Da ultimo, nel testo su riportato è contenuta la spiegazione del perché l’iniziativa “Progetto Baldissero 2031”, di cui io e diverse altre persone facciamo parte, ha questo nome: perché è nostro intendimento avviare tutta una serie di investimenti che, visti i tempi necessari, non potranno avere, se non in minima parte, la loro concretizzazione in un solo quinquennio. Quando ci è stato chiesto di spiegare come immaginiamo Baldissero tra 10 anni, ho chiaramente espresso il nostro intendimento di andare ben oltre l’ordinaria amministrazione, perché, pur non banalizzando la quotidianità, è assai poco lungimirante pensare che il compito di chi guida una comunità si debba limitare al solo compitino del “day by day”.

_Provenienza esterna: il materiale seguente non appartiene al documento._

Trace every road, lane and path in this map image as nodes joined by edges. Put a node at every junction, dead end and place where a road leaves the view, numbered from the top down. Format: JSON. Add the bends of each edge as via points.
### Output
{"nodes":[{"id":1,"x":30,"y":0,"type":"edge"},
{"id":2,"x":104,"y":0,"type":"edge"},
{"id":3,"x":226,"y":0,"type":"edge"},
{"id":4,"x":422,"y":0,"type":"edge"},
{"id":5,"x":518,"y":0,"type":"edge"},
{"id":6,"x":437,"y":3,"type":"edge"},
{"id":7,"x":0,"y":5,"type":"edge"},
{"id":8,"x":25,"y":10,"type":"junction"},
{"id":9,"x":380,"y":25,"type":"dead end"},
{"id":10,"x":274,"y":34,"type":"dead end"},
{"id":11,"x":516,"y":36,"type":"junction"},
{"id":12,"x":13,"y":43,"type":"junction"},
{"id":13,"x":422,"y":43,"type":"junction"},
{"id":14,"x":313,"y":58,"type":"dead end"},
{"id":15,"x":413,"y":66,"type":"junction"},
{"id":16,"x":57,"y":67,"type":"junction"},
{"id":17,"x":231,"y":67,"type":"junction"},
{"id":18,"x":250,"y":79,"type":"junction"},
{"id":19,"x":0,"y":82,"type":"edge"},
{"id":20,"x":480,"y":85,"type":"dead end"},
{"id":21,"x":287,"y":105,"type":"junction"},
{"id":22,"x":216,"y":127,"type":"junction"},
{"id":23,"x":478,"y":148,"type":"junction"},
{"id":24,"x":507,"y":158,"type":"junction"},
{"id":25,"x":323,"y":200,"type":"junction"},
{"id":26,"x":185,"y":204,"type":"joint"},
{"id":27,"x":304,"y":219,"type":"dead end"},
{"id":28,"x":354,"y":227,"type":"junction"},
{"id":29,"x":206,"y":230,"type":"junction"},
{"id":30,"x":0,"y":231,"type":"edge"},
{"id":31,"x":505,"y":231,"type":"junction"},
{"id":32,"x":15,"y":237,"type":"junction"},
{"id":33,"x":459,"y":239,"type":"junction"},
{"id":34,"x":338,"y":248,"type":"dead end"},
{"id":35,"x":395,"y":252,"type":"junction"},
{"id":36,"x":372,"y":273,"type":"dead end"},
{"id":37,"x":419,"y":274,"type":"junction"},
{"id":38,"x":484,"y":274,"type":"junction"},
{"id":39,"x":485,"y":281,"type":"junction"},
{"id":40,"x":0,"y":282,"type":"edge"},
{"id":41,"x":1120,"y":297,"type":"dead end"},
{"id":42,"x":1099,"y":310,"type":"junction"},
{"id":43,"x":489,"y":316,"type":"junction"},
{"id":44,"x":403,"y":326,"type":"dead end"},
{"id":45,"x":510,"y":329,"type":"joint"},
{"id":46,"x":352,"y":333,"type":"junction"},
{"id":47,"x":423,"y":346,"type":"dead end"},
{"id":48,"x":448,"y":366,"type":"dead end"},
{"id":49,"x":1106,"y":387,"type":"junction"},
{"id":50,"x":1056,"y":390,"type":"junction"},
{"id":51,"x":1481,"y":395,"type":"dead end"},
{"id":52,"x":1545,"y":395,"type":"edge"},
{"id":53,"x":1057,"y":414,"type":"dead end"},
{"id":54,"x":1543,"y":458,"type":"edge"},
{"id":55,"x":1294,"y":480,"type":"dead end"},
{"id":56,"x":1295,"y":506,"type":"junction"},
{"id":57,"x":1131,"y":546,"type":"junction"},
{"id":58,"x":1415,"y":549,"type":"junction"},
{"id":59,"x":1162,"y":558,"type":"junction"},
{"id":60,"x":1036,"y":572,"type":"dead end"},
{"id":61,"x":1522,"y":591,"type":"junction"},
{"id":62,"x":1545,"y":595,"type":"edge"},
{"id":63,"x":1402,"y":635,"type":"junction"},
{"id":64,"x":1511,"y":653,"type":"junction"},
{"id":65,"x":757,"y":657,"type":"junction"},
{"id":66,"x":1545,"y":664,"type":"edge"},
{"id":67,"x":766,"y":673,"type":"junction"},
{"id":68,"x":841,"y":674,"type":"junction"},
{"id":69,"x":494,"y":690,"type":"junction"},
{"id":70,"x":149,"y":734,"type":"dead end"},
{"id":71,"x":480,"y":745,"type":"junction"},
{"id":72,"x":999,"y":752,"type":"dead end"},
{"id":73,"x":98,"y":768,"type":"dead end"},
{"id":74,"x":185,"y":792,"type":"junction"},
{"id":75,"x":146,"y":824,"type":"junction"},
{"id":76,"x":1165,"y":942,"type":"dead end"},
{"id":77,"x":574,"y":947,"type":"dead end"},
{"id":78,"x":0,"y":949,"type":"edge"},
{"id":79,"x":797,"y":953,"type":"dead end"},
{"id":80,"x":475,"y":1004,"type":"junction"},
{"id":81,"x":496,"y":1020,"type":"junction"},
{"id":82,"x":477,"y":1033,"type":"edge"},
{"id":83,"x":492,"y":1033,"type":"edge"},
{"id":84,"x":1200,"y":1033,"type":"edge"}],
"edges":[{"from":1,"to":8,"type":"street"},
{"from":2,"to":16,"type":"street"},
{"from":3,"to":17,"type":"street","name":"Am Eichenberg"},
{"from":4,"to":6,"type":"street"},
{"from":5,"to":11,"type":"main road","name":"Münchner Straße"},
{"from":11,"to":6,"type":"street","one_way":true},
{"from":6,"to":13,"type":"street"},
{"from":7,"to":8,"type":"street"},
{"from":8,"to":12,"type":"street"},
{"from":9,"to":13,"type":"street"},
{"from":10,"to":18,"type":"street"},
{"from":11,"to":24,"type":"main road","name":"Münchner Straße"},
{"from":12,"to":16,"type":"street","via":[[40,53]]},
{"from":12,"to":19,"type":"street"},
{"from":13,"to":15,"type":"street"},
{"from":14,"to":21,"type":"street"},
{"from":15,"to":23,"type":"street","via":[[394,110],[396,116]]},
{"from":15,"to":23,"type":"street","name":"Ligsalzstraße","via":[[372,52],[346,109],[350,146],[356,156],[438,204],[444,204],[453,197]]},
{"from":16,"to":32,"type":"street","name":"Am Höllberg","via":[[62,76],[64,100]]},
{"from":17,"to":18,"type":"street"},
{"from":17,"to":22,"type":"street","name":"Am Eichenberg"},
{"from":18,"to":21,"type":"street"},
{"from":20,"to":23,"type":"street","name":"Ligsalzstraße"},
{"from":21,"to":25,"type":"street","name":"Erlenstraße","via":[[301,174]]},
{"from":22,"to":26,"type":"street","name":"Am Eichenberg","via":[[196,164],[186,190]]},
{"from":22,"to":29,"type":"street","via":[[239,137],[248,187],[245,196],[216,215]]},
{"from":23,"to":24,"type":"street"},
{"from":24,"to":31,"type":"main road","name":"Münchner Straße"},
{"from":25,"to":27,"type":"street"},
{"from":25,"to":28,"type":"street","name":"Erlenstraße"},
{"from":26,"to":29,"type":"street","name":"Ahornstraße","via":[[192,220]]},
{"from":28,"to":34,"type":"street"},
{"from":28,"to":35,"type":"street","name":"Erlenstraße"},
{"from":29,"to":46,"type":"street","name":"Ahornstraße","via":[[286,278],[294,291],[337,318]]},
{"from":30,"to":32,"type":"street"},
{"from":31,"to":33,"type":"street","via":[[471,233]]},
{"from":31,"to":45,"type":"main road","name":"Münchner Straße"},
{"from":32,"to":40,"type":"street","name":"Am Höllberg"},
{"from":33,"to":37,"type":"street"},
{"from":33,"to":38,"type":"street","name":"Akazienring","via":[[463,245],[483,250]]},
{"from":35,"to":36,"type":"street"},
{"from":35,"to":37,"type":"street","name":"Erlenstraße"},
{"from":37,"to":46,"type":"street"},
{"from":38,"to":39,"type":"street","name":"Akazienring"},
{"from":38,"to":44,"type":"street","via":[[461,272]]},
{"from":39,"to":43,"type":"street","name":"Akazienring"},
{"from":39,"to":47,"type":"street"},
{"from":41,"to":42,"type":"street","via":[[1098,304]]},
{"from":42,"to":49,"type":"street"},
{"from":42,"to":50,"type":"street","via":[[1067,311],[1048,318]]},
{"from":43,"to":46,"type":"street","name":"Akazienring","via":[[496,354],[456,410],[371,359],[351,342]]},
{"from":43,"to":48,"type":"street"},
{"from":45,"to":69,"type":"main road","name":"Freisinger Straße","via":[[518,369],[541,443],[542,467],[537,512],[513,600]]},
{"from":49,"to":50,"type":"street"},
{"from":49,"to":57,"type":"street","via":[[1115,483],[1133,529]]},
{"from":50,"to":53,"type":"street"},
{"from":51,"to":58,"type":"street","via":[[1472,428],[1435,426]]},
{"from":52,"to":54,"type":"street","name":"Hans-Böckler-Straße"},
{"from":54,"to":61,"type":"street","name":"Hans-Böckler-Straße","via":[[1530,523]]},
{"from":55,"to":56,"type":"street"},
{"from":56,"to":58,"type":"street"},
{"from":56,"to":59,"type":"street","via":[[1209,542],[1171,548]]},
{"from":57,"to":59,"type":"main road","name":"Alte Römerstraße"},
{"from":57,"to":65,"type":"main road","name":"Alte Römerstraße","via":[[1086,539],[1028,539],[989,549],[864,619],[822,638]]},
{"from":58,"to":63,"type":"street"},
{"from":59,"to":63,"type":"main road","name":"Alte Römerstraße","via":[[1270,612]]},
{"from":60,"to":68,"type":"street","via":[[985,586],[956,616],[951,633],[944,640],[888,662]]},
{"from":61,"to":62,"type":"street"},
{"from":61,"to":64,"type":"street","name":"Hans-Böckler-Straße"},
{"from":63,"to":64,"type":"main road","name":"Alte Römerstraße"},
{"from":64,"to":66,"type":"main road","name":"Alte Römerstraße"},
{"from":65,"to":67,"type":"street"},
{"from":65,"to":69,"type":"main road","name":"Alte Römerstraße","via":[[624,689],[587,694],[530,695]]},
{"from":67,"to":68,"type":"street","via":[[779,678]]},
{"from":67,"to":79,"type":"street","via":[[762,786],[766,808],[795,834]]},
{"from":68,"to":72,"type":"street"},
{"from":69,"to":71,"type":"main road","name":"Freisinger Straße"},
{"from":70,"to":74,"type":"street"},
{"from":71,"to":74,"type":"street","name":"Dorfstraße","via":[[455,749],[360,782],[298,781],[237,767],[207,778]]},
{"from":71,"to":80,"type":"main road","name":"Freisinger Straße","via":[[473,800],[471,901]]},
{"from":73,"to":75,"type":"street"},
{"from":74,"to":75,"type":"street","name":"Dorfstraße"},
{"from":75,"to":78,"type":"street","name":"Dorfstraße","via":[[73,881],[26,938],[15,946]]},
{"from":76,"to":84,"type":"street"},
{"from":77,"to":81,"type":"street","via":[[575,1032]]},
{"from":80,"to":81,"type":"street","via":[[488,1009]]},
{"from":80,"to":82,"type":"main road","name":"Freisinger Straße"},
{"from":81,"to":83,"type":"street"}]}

E, si badi bene, “fare investimenti” non significa cementificare o deturpare un ambiente che invece ha bisogno di essere curato e tutelato per tutte le sue fragilità.

Investire per proteggere l’ambiente significa porre rimedio ad anni di scarsa attenzione e a tante parole vuote accompagnate da promesse che hanno lasciato solo la loro eco e che non hanno neppure visto realizzarsi i primi timidi passi nella direzione che tutti auspichiamo e che ci era stata più volte promessa.